Debió de parecerme extraño, pero no fue así para mí en ese momento. Ese lugar tan solitario, siendo ignorado inclusive por una multitud apretada, estando ahí solitariamente, casi exclusivamente para un grupo selecto y al mismo tiempo, esperando ser ocupado por alguien con tan poca fortuna como lo era ése lugar.
En cuanto llegue al sitio, coloque las puntas de mis pies rozando justo la línea de la vida que está dibujada en el piso para esperar al metro. Una regla del metro de esas a las que yo, incluso ese último día, religiosamente nunca rompía. Es decir, nunca la pasaba, ni la pisaba. Pese a que nunca fui muy fan, más que a Freddie Mercury desde que tuve el dinero suficiente y pude ir al primer concierto que dio hace tan sólo cuatro, ya casi cinco años; de las medidas de seguridad, siempre lo tuve muy presente. Hasta que el metro se detenía por completo y abría sus puertas, pasaba de ser la línea de la vida a ser una línea común dibujada como en todas las estaciones del metro.
Creo que hasta aquí, esa misma tarde no era diferente a las demás, pero al menos yo no lo sentí así. En cuanto me coloqué en aquella fila, lo vi justo al otro lado. Y ese sentimiento tan vago que conocí hace muchos ayeres, se instaló en mi pecho violentamente.
Él estaba esperando, como todos, al metro que vendría del lado contrario al que yo estaba esperando. Parado justo en frente mío, sin mirar a nadie en concreto. Con sus audífonos puestos, ignorando al mundo. Moviendo su cabeza al compás de una canción. Como un tipo cualquiera.
Aquél desconocido desprendía una extraña sensación, que me hacía sentir incómodo. Aunque por algún motivo no dejaba de verlo, me sentía raro estando observando a un hombre, después de todo yo no tenía "esos gustos".
Noté también un pequeño detalle, algo insignificante: nadie se formaba atrás suyo por más lleno que estuviera, como me pasaba a mí. Era alguien que prácticamente no existía, pero en sí, eso no era lo que llamó mi atención. Su delgada apariencia me dio la impresión de que no había comido hace días; hacía movimientos extraños con sus delgadas manos, golpeando repetitivamente el costado de su pierna derecha.
Si alguien me lo preguntase, diría que era un universitario por la forma alargada de su cara. En ella, tenía grandes ojeras que sólo eran acentuadas por su piel pálida y la fría luz. Algo me hizo pensar que estaba en temporada de exámenes y su nerviosismo podría ser una evidencia de mi pequeña hipótesis. Pese a eso, algo no encajaba en el perfil que yo le dí en ése momento. Pues no llevaba mochila y por lo mismo, no traía consigo libretas.

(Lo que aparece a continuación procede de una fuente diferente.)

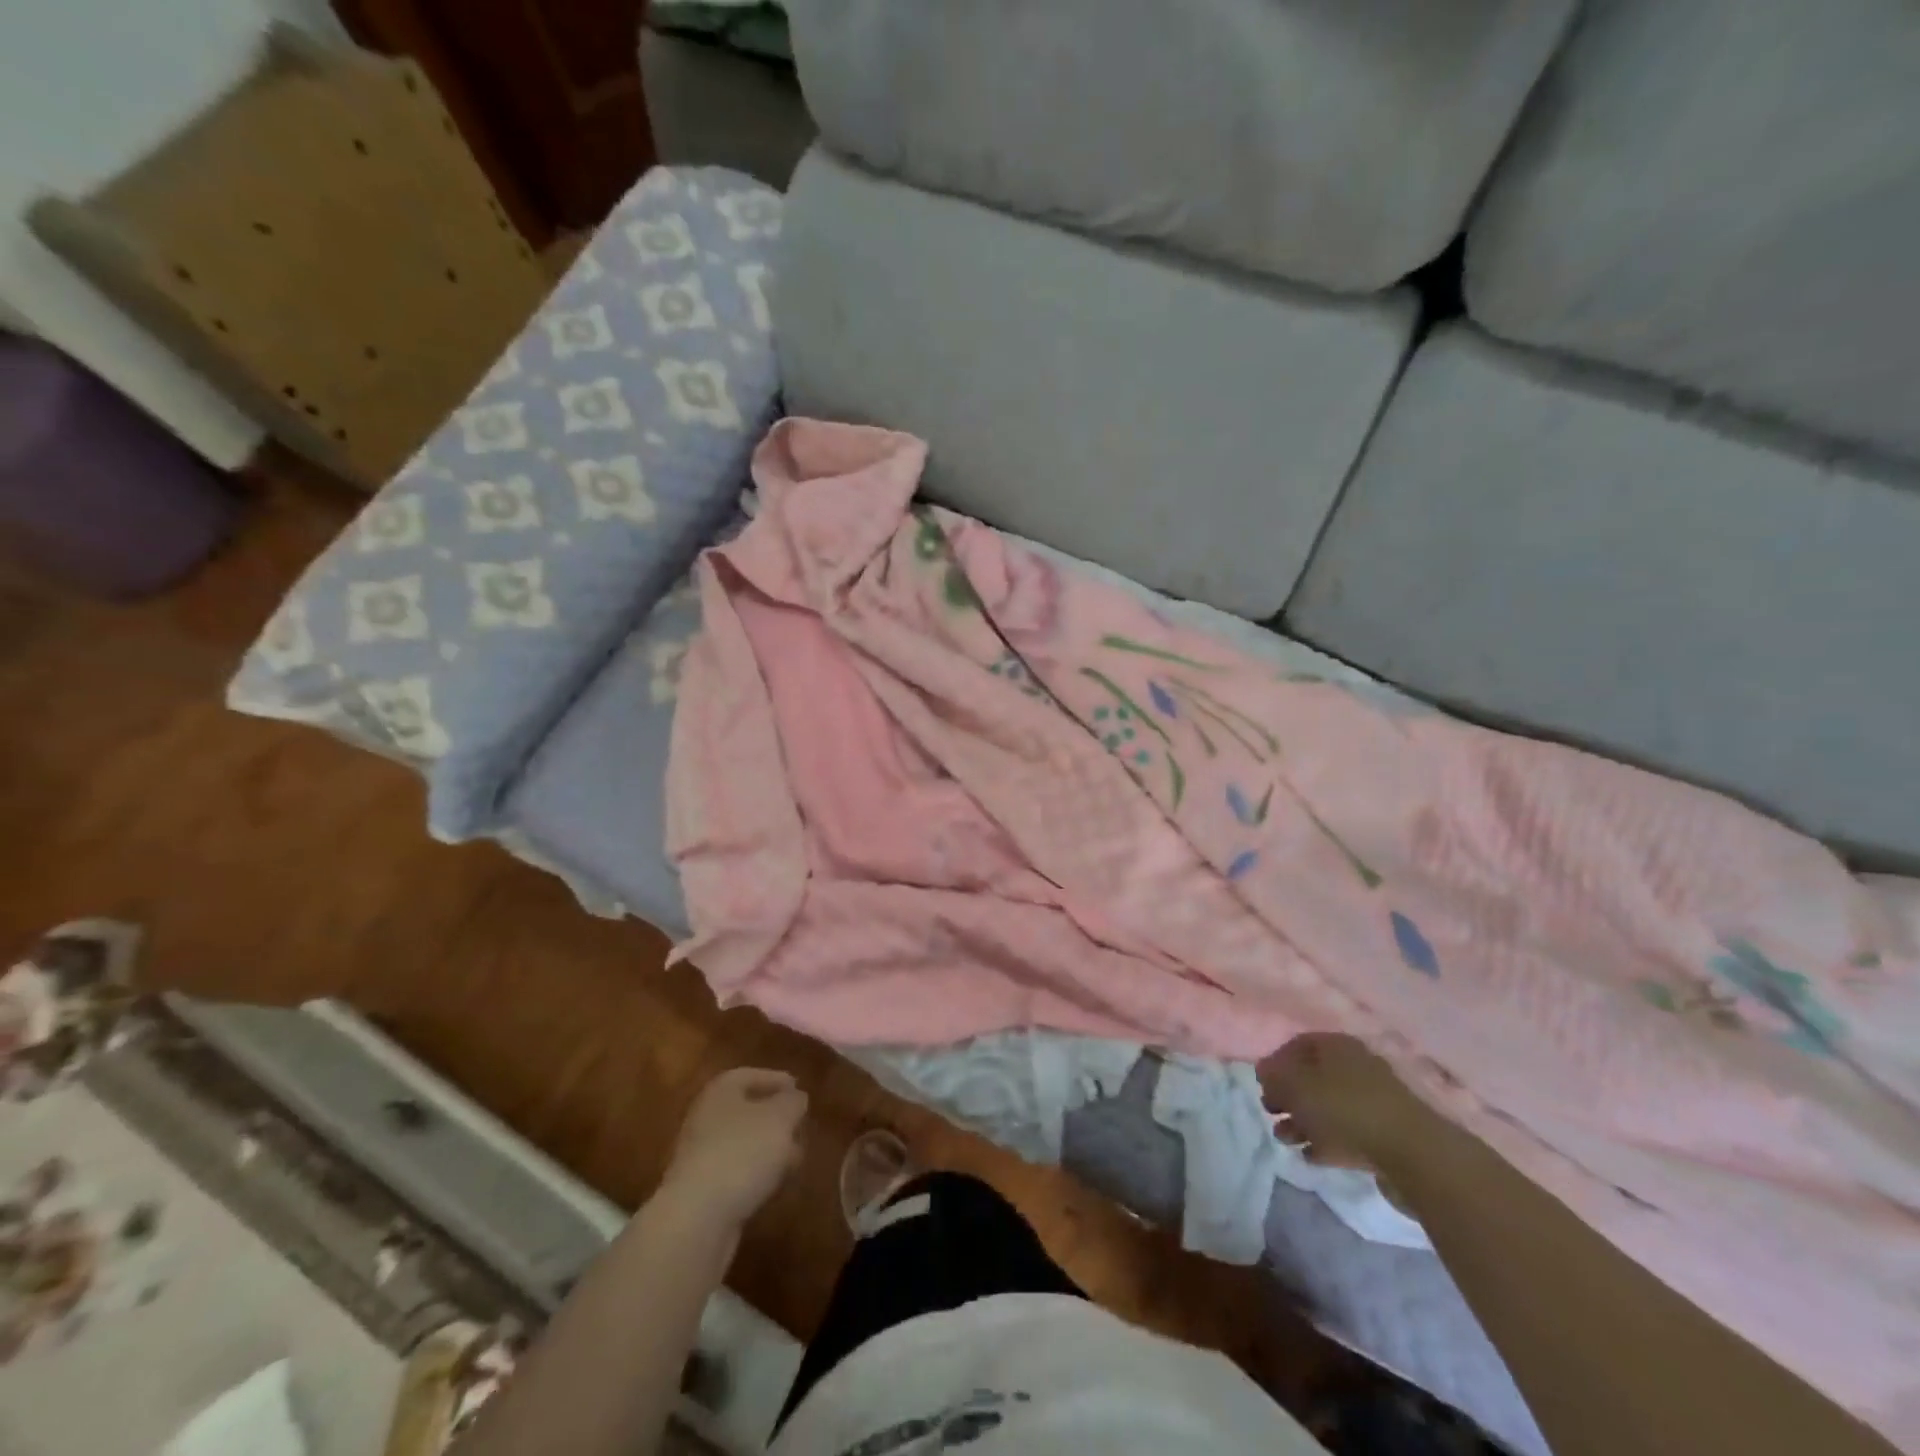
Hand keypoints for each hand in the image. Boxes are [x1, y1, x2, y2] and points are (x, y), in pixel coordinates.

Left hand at [660, 1068, 807, 1228]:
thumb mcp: (780, 1117)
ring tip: (796, 1160)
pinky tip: (775, 1184)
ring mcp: (701, 1155)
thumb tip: (795, 1098)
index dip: (777, 1080)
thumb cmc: (742, 1152)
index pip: (751, 1075)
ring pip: (743, 1143)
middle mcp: (706, 1117)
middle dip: (776, 1118)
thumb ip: (793, 1102)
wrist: (697, 1218)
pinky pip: (736, 1171)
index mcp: (721, 1091)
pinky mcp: (702, 1189)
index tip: (800, 1090)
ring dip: (769, 1149)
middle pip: (746, 1110)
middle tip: (801, 1127)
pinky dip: (756, 1173)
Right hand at [1256, 1033, 1387, 1171]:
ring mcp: (1371, 1102)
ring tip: (1285, 1140)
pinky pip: (1345, 1133)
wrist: (1412, 1154)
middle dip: (1287, 1095)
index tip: (1261, 1084)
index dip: (1275, 1062)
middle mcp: (1355, 1067)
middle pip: (1312, 1077)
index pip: (1298, 1045)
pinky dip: (1325, 1141)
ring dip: (1301, 1122)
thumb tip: (1264, 1071)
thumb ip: (1274, 1076)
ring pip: (1327, 1107)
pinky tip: (1310, 1156)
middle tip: (1270, 1111)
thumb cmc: (1344, 1108)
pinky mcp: (1382, 1134)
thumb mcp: (1296, 1086)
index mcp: (1337, 1046)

Escuché el típico sonido que hacía el metro cuando finalmente se dignaba a aparecer. Sin embargo mi desilusión fue evidente cuando vi que era del otro lado.
Fue entonces que sentí su mirada en mí. Cosa que habría sido algo sin importancia de no ser porque él la mantuvo, buscando mi mirada que huía de la suya. Pues me sentí incómodo y al mismo tiempo algo me decía, no, me gritaba que no tenía que mirarlo.

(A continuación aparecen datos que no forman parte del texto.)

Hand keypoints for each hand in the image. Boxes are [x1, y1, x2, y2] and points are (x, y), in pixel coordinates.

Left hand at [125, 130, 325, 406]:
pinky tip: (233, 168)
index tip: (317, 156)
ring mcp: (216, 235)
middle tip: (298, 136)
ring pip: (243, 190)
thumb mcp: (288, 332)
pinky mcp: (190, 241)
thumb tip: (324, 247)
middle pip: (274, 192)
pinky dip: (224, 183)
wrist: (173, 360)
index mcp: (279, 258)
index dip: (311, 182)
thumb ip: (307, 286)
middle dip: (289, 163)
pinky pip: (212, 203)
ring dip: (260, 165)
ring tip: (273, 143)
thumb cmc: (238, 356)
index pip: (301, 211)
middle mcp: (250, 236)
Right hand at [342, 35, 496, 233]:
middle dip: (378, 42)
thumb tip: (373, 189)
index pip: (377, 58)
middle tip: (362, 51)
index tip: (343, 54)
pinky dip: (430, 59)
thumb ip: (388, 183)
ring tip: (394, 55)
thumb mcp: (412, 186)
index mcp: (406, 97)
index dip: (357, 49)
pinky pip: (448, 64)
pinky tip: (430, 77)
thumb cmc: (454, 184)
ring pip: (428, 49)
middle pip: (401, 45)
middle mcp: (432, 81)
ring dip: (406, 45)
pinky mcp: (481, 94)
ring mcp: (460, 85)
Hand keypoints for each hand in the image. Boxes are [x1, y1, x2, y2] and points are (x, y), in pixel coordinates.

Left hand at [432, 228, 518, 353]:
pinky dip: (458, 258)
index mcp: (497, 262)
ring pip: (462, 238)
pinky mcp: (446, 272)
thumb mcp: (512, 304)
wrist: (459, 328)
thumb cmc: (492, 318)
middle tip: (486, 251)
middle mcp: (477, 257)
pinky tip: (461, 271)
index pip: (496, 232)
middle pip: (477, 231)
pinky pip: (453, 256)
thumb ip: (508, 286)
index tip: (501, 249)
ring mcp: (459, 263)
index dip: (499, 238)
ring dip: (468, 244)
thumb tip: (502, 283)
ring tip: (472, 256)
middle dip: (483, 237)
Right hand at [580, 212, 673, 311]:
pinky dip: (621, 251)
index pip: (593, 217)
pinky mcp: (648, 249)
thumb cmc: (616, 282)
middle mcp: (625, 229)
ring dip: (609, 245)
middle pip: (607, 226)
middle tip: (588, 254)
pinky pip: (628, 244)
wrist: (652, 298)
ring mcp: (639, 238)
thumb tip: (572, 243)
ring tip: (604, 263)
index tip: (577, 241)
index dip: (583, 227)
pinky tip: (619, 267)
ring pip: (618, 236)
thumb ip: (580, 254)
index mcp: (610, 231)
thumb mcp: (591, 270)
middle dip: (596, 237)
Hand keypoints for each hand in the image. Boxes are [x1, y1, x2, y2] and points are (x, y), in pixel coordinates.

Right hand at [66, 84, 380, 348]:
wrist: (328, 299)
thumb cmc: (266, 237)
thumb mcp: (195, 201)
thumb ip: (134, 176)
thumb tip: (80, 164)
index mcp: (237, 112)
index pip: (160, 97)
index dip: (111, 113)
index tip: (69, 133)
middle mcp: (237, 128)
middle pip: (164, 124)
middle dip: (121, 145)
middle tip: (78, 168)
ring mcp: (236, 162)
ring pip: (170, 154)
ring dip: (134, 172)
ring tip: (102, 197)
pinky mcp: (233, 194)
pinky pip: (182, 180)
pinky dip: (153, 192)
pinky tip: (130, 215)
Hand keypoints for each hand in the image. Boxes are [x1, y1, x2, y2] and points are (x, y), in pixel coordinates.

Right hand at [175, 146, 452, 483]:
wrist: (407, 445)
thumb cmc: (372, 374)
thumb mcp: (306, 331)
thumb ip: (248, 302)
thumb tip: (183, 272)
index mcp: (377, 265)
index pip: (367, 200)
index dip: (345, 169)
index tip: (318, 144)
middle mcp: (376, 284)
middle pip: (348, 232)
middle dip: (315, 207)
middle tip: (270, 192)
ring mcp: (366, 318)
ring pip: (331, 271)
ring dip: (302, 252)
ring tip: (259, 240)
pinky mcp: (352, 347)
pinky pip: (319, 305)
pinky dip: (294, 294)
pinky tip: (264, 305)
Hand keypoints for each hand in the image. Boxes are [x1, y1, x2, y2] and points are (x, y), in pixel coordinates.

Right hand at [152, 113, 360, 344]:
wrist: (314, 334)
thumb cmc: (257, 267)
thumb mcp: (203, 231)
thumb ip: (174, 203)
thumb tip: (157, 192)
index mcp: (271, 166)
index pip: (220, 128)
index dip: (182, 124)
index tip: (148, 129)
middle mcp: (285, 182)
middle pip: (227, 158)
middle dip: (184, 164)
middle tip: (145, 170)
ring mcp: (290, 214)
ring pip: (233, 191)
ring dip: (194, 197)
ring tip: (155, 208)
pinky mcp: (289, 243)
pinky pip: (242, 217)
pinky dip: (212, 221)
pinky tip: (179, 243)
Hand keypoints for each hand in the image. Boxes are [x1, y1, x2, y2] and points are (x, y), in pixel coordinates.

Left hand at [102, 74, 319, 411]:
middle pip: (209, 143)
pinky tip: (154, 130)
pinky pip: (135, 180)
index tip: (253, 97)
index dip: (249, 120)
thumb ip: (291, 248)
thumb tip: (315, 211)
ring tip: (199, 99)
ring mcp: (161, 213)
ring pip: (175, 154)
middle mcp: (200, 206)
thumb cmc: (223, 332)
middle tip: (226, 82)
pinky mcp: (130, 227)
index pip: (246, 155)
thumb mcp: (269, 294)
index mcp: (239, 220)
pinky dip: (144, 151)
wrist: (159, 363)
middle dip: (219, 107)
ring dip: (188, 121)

Esa tarde, la primera cosa que entendí fue a aquel sentimiento. Qué no era más que uno de supervivencia; como cuando eres una presa indefensa de algún depredador, que espera a que te descuides para que en un segundo él te desgarre con sus filosos colmillos, saboreando la textura de tu carne. En cambio tú, solo esperas salir vivo de ahí escapando, porque es la única manera que te queda.

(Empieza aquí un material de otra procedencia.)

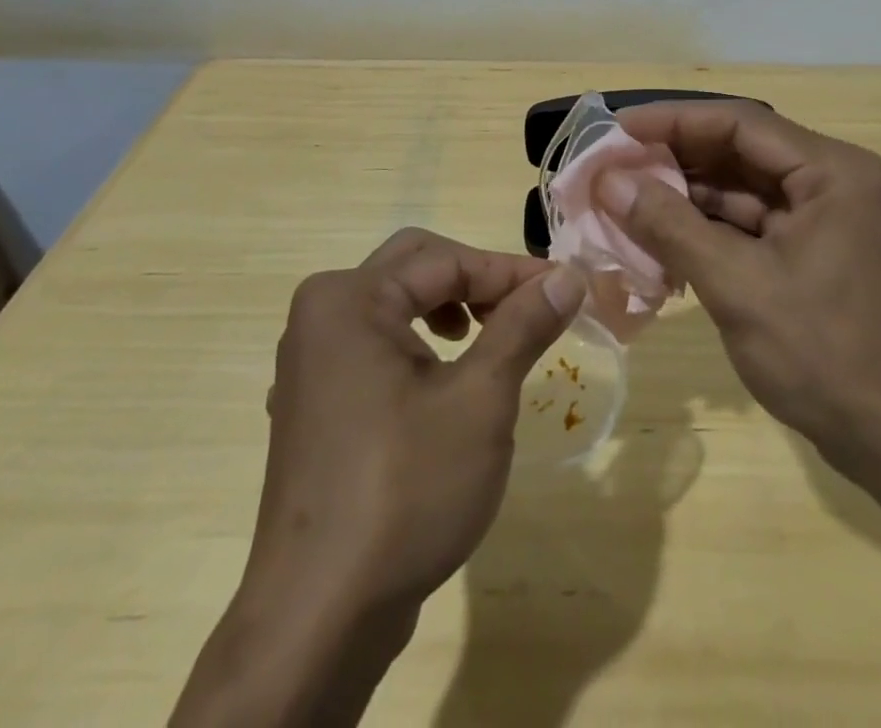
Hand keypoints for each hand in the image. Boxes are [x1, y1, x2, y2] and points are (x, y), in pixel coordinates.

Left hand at [172, 230, 586, 727]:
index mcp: (349, 299)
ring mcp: (311, 363)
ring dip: (451, 308)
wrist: (320, 619)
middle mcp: (321, 315)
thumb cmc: (405, 491)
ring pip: (395, 305)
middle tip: (527, 308)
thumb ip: (523, 326)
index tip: (567, 287)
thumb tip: (568, 276)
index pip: (447, 261)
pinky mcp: (316, 404)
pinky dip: (421, 343)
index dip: (511, 271)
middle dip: (477, 281)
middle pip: (415, 267)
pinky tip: (447, 380)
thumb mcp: (480, 400)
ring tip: (492, 340)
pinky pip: (376, 344)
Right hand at [597, 103, 880, 469]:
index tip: (618, 128)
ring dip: (687, 195)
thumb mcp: (737, 285)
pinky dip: (708, 228)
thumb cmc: (823, 355)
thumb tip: (608, 181)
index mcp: (831, 171)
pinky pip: (752, 223)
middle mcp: (832, 180)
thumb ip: (670, 226)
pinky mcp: (814, 250)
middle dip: (676, 159)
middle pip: (741, 151)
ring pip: (743, 188)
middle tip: (614, 165)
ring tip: (625, 199)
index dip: (673, 121)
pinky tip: (662, 237)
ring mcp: (826, 217)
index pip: (740, 123)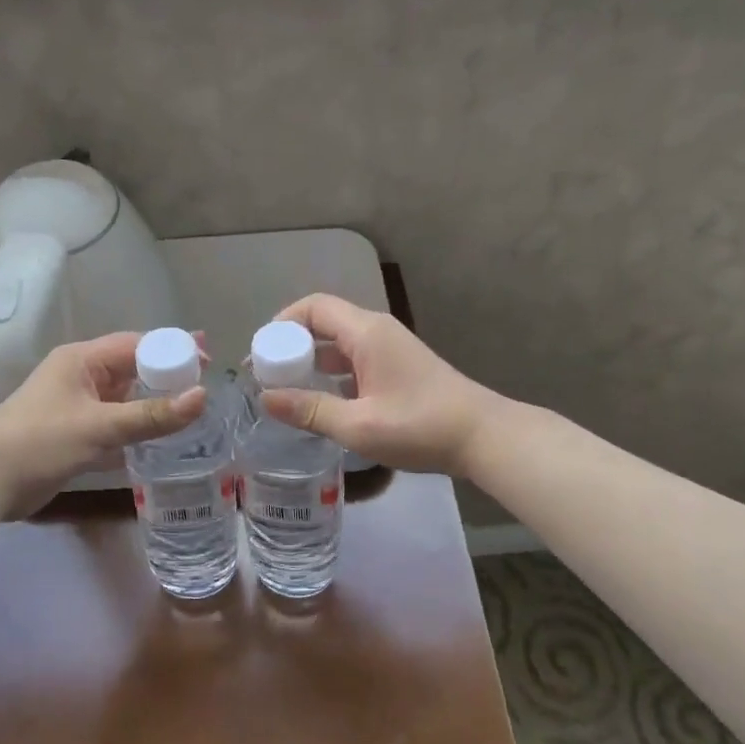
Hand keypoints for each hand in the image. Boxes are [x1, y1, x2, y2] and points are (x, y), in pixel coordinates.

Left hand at [0, 332, 204, 516]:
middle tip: (205, 385)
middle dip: (167, 376)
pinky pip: (115, 423)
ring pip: (125, 399)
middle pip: (133, 370)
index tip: (206, 361)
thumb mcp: (101, 426)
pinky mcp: (74, 434)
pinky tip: (161, 440)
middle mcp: (81, 376)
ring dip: (153, 404)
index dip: (173, 350)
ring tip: (192, 411)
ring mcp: (77, 406)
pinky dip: (137, 428)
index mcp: (83, 360)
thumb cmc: (42, 441)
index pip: (137, 345)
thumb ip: (152, 415)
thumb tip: (202, 397)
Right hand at [261, 294, 502, 477]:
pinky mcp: (398, 368)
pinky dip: (332, 373)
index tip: (261, 352)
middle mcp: (376, 331)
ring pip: (339, 343)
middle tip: (268, 375)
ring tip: (287, 389)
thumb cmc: (420, 427)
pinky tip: (322, 401)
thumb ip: (310, 410)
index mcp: (366, 332)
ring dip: (312, 361)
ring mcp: (390, 349)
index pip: (314, 307)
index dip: (282, 322)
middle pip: (324, 322)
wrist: (483, 436)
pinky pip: (354, 359)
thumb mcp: (358, 425)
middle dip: (292, 344)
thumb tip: (265, 398)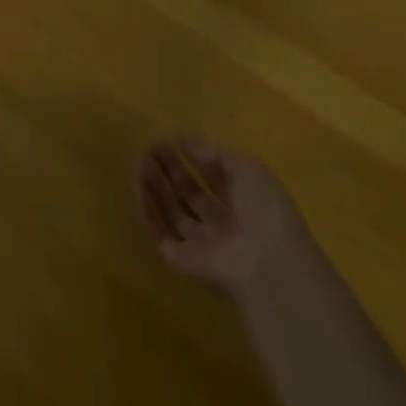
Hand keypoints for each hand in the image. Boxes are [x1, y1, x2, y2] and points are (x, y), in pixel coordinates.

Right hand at [137, 138, 310, 293]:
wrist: (267, 266)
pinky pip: (161, 234)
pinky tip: (138, 187)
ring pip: (174, 213)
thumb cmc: (264, 210)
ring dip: (156, 187)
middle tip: (150, 148)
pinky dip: (148, 212)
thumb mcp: (247, 168)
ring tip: (140, 161)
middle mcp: (224, 225)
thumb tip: (186, 143)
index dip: (193, 157)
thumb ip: (214, 154)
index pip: (214, 178)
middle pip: (191, 194)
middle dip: (171, 170)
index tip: (171, 138)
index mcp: (245, 204)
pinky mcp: (184, 262)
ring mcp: (204, 246)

Y eso siempre lo sabes, lo sientes en tu cuerpo que te grita que te largues de ahí. Desde ese momento prácticamente, sentí que el mundo empezó a moverse de manera lenta, pero constante y precisa.
El metro se fue acercando justo a dónde estábamos parados. Creí que sentiría un alivio al ya no tener que soportar su mirada en mí. Y por eso mis ojos buscaron en dónde estaba y lo miré.
Gran error.
Él hizo una mueca con sus labios secos, dejándome ver sus dientes amarillentos. Era una sonrisa, tal vez. Aún ahora no lo sé.
Su mirada creída me molestó y por un momento quise apartar mis ojos de los suyos. Cosa que habría hecho de no ser porque él cruzó la línea de la vida.